Given information =>
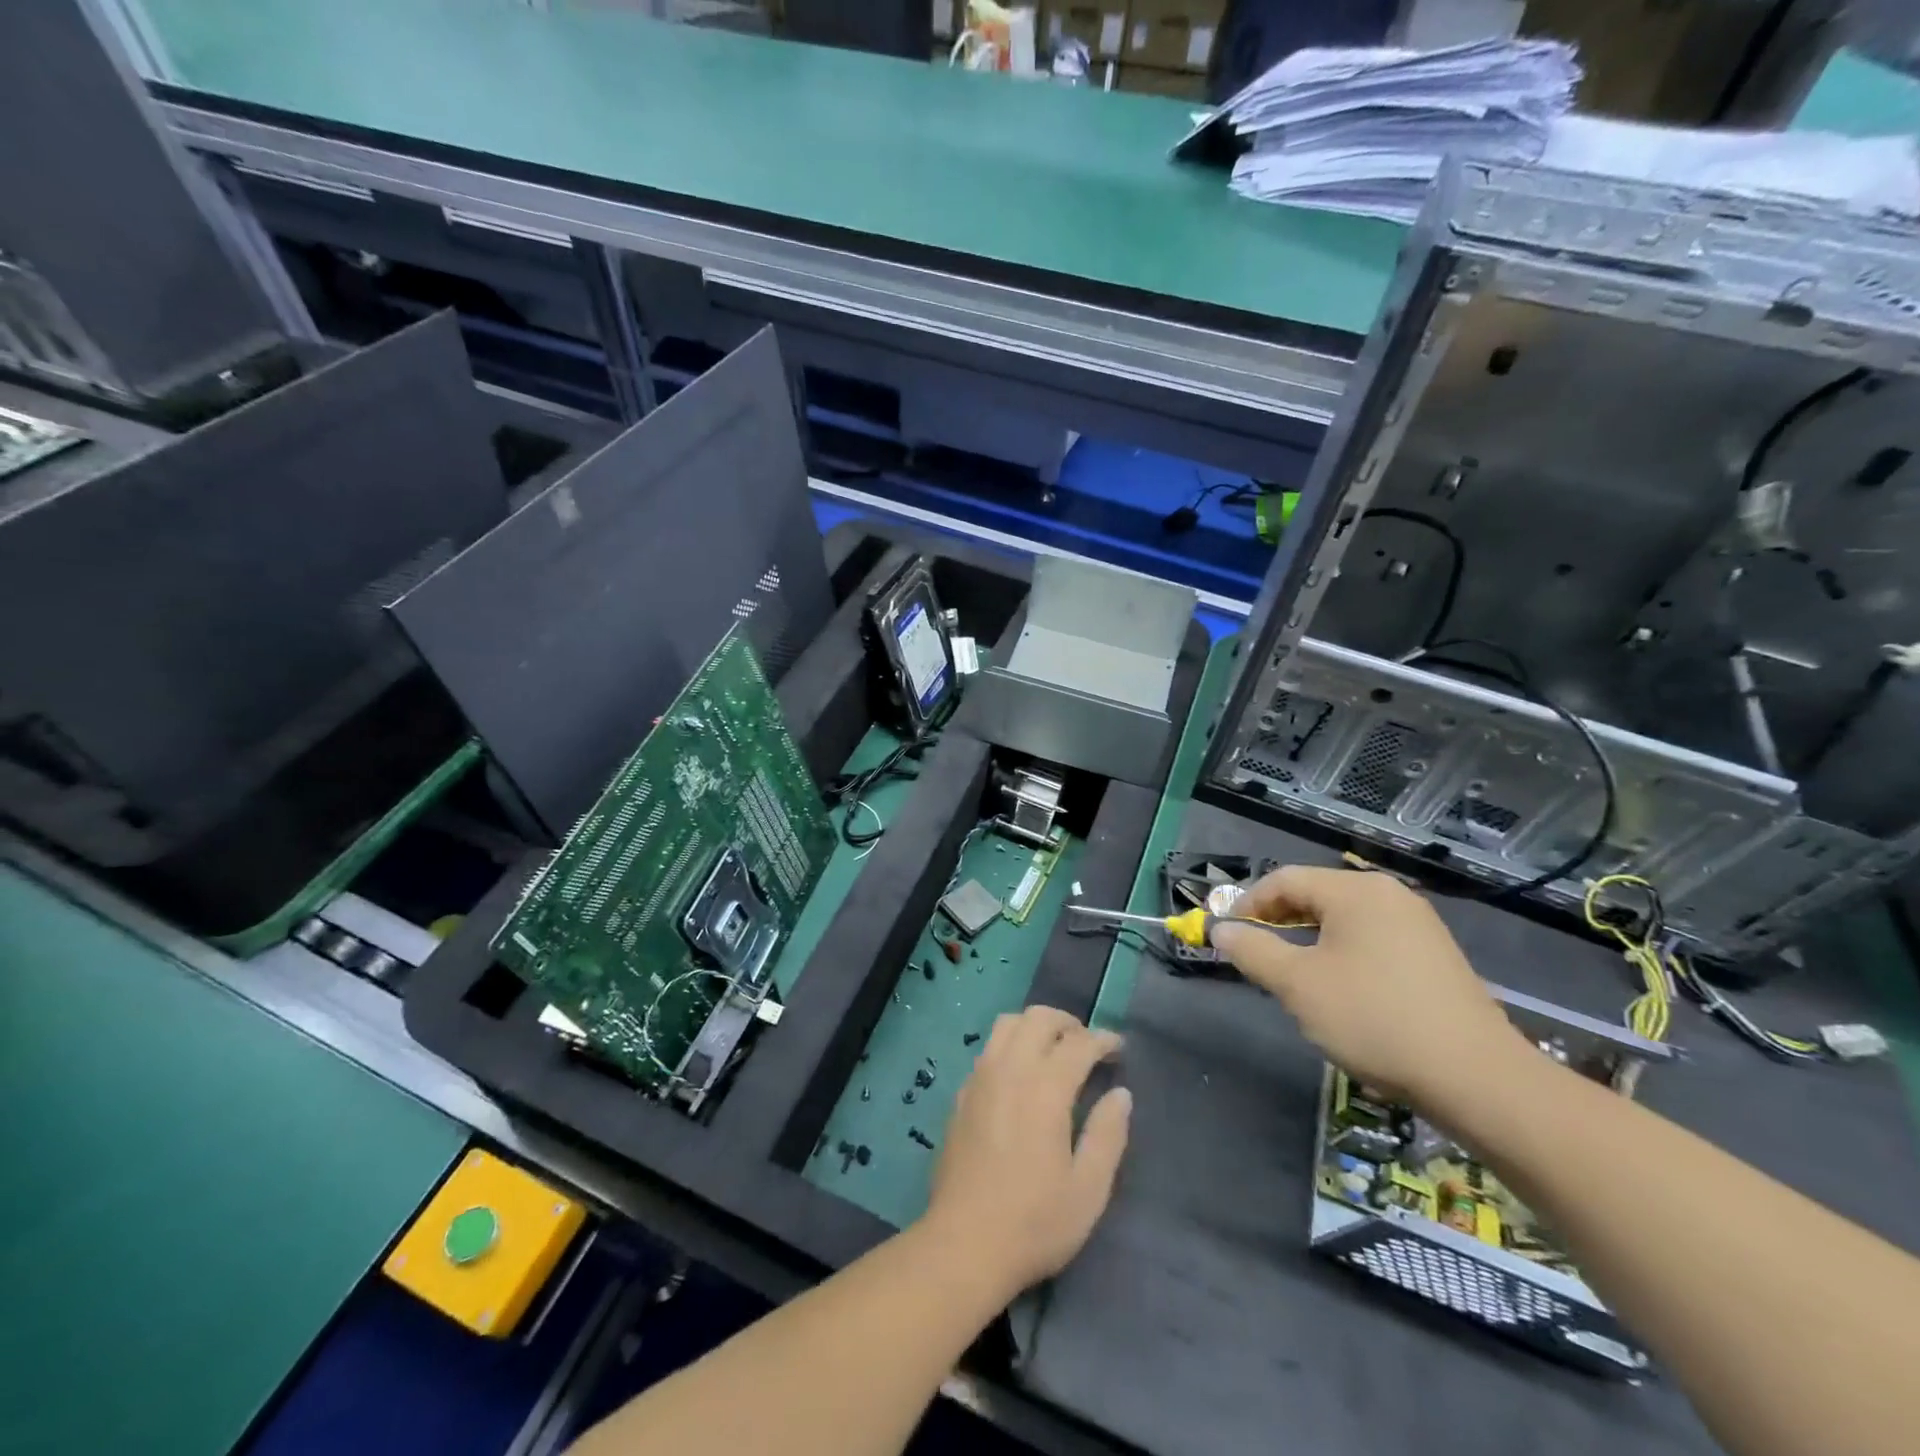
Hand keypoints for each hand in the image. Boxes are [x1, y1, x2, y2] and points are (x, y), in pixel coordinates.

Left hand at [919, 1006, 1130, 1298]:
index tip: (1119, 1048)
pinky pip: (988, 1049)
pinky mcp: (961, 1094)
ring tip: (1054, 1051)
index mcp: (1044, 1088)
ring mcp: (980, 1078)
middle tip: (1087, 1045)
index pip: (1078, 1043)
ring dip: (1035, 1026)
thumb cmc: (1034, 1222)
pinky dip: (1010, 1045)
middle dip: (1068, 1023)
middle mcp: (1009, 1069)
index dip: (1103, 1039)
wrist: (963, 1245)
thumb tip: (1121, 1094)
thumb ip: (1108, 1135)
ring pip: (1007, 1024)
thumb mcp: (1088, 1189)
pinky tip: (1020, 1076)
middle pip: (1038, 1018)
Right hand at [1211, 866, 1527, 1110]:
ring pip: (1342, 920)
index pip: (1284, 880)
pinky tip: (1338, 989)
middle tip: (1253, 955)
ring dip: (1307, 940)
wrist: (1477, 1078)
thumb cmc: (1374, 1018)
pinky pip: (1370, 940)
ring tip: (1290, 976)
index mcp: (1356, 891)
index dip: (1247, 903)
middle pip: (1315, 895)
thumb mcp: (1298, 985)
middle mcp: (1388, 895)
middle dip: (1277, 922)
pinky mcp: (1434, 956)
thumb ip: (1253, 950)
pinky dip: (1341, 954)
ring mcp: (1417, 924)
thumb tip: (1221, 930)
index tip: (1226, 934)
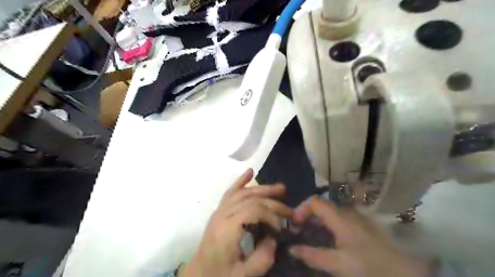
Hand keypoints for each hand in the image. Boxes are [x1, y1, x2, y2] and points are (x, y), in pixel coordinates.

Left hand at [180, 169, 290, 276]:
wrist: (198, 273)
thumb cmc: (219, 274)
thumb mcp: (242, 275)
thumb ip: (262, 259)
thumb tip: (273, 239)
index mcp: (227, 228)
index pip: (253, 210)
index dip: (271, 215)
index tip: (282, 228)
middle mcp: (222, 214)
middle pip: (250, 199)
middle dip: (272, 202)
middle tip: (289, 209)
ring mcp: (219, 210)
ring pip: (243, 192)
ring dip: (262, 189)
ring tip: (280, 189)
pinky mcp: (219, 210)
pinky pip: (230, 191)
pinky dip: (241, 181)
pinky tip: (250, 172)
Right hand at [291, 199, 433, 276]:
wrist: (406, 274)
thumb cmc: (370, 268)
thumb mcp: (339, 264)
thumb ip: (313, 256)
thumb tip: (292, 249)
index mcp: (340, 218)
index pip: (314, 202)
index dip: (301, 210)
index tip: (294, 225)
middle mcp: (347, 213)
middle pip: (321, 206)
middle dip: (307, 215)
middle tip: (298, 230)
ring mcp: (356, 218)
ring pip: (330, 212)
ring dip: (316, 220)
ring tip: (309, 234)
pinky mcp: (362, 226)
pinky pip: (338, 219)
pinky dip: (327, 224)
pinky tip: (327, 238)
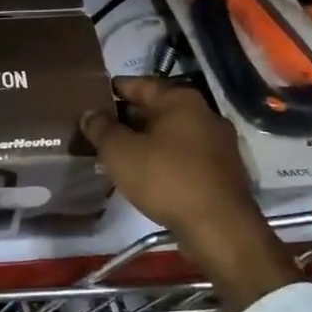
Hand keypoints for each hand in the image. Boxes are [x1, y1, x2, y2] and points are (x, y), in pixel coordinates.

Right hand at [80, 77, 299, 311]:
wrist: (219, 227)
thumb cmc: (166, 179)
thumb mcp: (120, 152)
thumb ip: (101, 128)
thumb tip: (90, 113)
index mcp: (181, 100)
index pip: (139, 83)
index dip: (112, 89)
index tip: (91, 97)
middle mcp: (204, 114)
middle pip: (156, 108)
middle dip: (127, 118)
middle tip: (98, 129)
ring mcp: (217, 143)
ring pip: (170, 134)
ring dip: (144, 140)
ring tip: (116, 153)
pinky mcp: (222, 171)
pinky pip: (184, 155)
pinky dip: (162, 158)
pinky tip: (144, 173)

Problem details => Output all lines above precisely. Pictures are to be left out.

Problem solution =>
Hand keypoints for each hand in the image. Boxes are [x1, y1, x2, y2] and points are (x, y), in pixel coordinates.

Left hand at [919, 1006, 1130, 1298]:
index tip: (1119, 1048)
pinky pip: (988, 1049)
pinky mcp: (961, 1094)
ring tip: (1054, 1051)
index mcp: (1044, 1088)
ring mcp: (980, 1078)
middle tip: (1087, 1045)
index pip: (1078, 1043)
ring dip: (1035, 1026)
thumb cmc: (1034, 1222)
pinky dip: (1010, 1045)
middle dip: (1068, 1023)
middle mcp: (1009, 1069)
index dip: (1103, 1039)
wrist: (963, 1245)
thumb tip: (1121, 1094)
thumb ip: (1108, 1135)
ring pip: (1007, 1024)
thumb mcp: (1088, 1189)
pinky tip: (1020, 1076)
middle pip: (1038, 1018)
Right hand at [1211, 866, 1527, 1110]:
ring pip: (1342, 920)
index pip: (1284, 880)
pinky tip: (1338, 989)
middle tip: (1253, 955)
ring dip: (1307, 940)
wrist: (1477, 1078)
thumb cmc: (1374, 1018)
pinky pip: (1370, 940)
ring tip: (1290, 976)
index mcp: (1356, 891)
index dip: (1247, 903)
middle pip: (1315, 895)
thumb mcp: (1298, 985)
middle mcp: (1388, 895)
middle dip: (1277, 922)
pinky mcp: (1434, 956)
thumb ip: (1253, 950)
pinky dip: (1341, 954)
ring mcp: (1417, 924)
thumb tip: (1221, 930)
index tip: (1226, 934)
Hand keypoints for each hand in the image. Boxes are [x1, y1, x2, y2] and points are (x, y), in pixel coordinates.

Left hand at [180, 169, 290, 276]:
wrist: (198, 273)
thumb cmc: (219, 274)
thumb mcp: (242, 275)
thumb ip: (262, 259)
thumb tip: (273, 239)
index mcp: (227, 228)
index pip: (253, 210)
index dip: (271, 215)
index tip: (282, 228)
middle mcp: (222, 214)
middle pip: (250, 199)
middle dip: (272, 202)
middle tip: (289, 209)
ring mcp: (219, 210)
ring pip: (243, 192)
ring dip: (262, 189)
ring tip: (280, 189)
pinky mcp: (219, 210)
pinky pip: (230, 191)
pinky dip: (241, 181)
pinky tip: (250, 172)
Right hand at [291, 199, 433, 276]:
wrist: (406, 274)
thumb cmc: (370, 268)
thumb mcp: (339, 264)
thumb ip: (313, 256)
thumb tip: (292, 249)
index mcp: (340, 218)
index pip: (314, 202)
index dip: (301, 210)
index tip: (294, 225)
middle mcp: (347, 213)
middle pip: (321, 206)
middle dip: (307, 215)
middle tip: (298, 230)
ring mcp: (356, 218)
ring pip: (330, 212)
ring dip: (316, 220)
ring tip: (309, 234)
pinky mcp: (362, 226)
pinky pip: (338, 219)
pinky dip: (327, 224)
pinky tip: (327, 238)
Hand keypoints for each hand in the image. Boxes are [x1, y1, x2, y2] and points are (x, y), in pixel coordinates.

Right hand at [80, 77, 299, 311]:
wrist: (219, 227)
thumb cmc: (166, 179)
thumb mcp: (120, 152)
thumb ip: (101, 128)
thumb tip: (90, 113)
index mcp: (181, 100)
index pip: (139, 83)
index dip: (112, 89)
index tip: (91, 97)
middle mcp: (204, 114)
middle pip: (156, 108)
middle dip: (127, 118)
middle tip: (98, 129)
ring mcp: (217, 143)
ring pip: (170, 134)
ring dip: (144, 140)
ring tip: (116, 153)
pinky mcp: (222, 171)
pinky pip: (184, 155)
pinky dip: (162, 158)
pinky tip: (144, 173)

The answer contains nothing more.